ところで、ダルタニャンはコンスタンスに一直線なのは当然として、そのダルタニャンが他の女性から想いを寄せられるかというと……。

AM:女性であるアラミスが、ダルタニャンに恋愛感情を抱くことは?
田波:それはありません!あのふたりのあいだにあるのは共通の敵と戦った戦友に対する信頼と友情であって、どっちかというと男同士の感情ですよ。むしろ敵であるミレディのほうが好意を持っている。といっても、子どもなのに見どころのあるやつ、と思ってるくらいですが。


AM:最後にこれからのみどころを。
田波:夏ごろになりますが、OP(ルビで「オープニング」)にも顔を出している鉄仮面が登場します。鉄仮面はアラミスが男装している理由にも関係しています。これまでにないハードな悪役ですよ。ダルタニャンたちとの対決に期待してください。

「アラミスを女性にしたのは、ダルタニャンとのロマンスを描くためでは」と予想(期待?)するファンもいたかもしれないけど、田波さんはそれを「ありません!」と感嘆符付きで完全否定。これはダルタニャンに対してだけでなく、同じ三銃士の「戦友」であるアトスやポルトスに対しても恋愛感情は無いことを示唆している。
そしてミレディーについては「好意を持っている」とは言え、首飾り編で苦杯を舐めさせられたことで「復讐の対象」となり。処刑されるところを見逃されても恩を感じるどころか、鉄仮面編で再び、そして劇場版で三度、ダルタニャンの前に立ちはだかる「宿敵」となる。同じ第1話でダルタニャンと運命的な出会いを果たしたにも関わらず、コンスタンスとミレディーは、どこで差が付いたのか。
最後は満を持して登場する鉄仮面について言及。「これまでにないハードな悪役」と評するように、鉄仮面の登場と共に物語も一気にシリアスになって行く。
この時期に描かれたダルタニャンとコンスタンスのロマンスは、その前のひと時の「安らぎ」でもあった。


インタビューと共に掲載されたカットのキャプション(写真やカットに添えられた説明文)は、以下となっています。

▲(※田波さんの写真)田波靖男さんの代表作は映画『若大将』シリーズ。全作品が田波さんの脚本だ。ほかにNHKの人形劇『三国志』などがある。


▲(※ダルタニャンとアラミス、三銃士のカット)ダルタニャンとアラミス、アトス、ポルトスのあいだにある絆、それはともに戦ったものだけが持つ、かたい信頼とあつい友情だ!


▲(※1話のダルタニャンとコンスタンスのカット)パリにやってきたダルタニャンはコンスタンスにヒト目ボレ?ふたりの恋のはじまりでした。

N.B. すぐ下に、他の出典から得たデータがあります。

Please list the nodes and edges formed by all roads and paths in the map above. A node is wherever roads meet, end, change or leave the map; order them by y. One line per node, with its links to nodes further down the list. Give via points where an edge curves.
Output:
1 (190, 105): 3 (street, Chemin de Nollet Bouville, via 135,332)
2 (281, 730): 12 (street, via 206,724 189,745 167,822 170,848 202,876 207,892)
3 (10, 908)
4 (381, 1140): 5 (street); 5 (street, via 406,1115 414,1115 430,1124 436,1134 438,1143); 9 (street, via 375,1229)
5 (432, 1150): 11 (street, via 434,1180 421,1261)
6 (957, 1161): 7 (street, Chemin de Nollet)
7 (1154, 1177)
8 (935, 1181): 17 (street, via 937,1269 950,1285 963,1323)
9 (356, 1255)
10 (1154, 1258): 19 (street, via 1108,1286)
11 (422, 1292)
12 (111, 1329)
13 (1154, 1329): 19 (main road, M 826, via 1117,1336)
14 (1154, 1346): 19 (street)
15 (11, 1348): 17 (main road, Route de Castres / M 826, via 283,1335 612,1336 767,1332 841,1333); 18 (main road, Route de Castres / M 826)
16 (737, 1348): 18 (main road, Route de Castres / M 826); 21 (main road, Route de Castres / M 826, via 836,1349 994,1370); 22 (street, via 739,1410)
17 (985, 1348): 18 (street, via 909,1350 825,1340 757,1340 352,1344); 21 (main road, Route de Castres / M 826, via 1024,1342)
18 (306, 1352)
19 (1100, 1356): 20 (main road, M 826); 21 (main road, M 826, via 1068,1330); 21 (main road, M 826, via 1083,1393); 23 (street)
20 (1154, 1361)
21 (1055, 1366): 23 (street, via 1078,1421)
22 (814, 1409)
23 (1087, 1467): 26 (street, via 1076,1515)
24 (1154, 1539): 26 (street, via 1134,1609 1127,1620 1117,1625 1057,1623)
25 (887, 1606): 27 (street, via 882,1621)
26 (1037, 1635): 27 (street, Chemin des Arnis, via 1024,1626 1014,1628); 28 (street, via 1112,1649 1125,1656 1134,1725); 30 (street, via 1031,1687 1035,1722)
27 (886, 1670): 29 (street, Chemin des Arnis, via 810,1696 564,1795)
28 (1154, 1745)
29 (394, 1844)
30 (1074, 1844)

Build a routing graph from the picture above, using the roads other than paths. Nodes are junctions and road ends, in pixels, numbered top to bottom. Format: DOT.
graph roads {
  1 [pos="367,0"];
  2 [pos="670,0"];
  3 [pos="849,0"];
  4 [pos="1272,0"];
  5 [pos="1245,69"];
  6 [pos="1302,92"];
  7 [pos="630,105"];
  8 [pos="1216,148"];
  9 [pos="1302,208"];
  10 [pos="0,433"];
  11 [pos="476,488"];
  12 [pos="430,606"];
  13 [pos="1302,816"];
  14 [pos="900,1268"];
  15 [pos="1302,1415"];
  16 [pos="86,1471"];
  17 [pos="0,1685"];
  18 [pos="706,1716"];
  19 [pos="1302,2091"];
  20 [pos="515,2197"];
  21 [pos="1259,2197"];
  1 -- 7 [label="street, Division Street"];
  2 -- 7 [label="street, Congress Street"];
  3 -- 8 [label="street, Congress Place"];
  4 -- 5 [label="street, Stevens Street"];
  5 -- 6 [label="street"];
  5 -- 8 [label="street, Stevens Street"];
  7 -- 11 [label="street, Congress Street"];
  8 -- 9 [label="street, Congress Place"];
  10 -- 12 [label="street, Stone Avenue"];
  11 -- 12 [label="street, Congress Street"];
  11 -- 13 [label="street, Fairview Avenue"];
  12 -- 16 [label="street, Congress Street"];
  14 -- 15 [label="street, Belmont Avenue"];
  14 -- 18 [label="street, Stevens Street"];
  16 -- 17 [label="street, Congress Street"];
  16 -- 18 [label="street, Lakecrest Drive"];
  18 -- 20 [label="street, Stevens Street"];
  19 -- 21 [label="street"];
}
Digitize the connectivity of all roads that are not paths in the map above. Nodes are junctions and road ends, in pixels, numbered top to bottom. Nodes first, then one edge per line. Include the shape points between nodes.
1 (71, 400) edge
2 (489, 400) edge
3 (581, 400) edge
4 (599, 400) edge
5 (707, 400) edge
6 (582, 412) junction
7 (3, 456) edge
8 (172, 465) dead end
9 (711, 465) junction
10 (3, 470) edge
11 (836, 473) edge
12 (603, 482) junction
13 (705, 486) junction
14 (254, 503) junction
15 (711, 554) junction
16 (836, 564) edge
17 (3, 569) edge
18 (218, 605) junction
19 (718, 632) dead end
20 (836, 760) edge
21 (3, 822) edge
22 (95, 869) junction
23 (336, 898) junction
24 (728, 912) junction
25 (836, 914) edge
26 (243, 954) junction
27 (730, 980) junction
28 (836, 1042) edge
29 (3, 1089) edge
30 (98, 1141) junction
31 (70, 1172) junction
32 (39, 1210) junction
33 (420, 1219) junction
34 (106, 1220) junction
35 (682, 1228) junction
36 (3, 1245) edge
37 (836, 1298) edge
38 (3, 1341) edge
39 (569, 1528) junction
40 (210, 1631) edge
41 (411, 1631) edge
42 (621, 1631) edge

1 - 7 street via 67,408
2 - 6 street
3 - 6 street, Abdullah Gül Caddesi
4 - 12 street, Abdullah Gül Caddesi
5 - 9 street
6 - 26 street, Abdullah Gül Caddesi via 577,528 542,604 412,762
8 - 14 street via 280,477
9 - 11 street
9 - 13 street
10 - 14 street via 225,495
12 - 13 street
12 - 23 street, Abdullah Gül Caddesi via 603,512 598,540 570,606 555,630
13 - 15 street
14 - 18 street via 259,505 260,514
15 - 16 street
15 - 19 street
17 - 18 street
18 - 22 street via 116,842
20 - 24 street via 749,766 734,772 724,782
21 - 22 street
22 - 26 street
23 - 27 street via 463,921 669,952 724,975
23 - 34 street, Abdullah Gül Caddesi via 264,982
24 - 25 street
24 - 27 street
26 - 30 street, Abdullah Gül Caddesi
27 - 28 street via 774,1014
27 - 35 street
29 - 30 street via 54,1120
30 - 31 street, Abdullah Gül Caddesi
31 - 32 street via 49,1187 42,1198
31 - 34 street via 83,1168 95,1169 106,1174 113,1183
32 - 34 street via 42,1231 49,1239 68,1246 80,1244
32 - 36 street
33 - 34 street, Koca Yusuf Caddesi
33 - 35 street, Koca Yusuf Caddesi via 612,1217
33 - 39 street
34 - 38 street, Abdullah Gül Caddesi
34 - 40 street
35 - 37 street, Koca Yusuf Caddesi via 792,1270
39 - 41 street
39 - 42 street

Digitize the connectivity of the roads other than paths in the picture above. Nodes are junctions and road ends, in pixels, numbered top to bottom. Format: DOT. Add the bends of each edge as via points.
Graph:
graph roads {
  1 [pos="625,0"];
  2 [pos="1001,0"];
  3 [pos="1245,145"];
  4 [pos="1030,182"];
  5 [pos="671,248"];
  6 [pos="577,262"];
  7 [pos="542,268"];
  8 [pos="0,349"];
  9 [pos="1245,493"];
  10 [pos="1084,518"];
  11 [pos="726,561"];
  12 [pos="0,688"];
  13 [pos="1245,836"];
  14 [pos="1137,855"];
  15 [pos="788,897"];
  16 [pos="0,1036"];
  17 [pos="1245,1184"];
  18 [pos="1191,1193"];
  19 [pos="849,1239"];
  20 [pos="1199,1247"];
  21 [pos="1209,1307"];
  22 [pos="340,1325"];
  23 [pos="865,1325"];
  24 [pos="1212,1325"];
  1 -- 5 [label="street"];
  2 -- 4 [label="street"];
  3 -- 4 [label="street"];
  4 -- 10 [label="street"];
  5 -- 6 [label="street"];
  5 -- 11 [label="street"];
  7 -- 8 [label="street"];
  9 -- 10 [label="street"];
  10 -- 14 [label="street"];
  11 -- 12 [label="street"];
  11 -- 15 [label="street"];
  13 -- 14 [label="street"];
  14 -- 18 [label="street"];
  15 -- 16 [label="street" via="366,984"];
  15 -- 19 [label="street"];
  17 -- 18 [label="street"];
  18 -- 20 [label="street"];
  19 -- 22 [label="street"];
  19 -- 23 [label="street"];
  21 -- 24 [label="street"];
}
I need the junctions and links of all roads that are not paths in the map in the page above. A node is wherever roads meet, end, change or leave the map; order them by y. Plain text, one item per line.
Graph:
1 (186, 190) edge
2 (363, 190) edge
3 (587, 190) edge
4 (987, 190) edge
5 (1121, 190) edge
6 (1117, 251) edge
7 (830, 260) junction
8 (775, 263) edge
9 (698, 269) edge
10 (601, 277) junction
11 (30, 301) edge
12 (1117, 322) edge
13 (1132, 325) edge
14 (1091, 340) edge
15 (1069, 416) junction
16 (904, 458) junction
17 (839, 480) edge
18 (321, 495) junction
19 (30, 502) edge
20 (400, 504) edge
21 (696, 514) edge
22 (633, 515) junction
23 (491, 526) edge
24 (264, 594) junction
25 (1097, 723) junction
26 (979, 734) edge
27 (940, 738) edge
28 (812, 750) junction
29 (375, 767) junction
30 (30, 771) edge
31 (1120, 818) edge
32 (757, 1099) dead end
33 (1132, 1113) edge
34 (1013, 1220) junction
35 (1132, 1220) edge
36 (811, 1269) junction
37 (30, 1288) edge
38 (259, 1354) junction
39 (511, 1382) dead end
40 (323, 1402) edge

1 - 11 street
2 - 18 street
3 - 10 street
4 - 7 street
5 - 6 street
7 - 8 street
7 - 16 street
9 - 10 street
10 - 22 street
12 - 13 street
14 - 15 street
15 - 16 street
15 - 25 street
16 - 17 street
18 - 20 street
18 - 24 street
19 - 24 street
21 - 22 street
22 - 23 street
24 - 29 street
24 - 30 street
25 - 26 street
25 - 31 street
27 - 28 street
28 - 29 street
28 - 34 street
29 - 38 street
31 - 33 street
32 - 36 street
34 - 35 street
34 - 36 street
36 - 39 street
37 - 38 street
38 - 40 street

▲(※ミレディのカット)じつはこのミレディがダルタニャンをいちばん高く評価している(?)いつもジャマされているからかな?

田波靖男さんは1933年12月12日生で、インタビュー当時は54歳。大学卒業後に大手映画会社の東宝に入社し、脚本家として活躍。1960年代にはキャプションにあるように加山雄三の代表作『若大将』シリーズ全作品や、『ニッポン無責任時代』などのクレージーキャッツ主演作品を手掛けました。やがてNHKの子供向け作品にも携わるようになり、同じ名作歴史作品である『人形劇 三国志』を手掛けた流れで、『アニメ三銃士』の脚本を手掛けることになったと思われます。
その後も『ふしぎの海のナディア』『ヤダモン』『忍たま乱太郎』といった『アニメ三銃士』の後輩にあたるNHKアニメを手掛けたましたが、2000年3月21日に惜しまれつつ享年66歳で他界されました。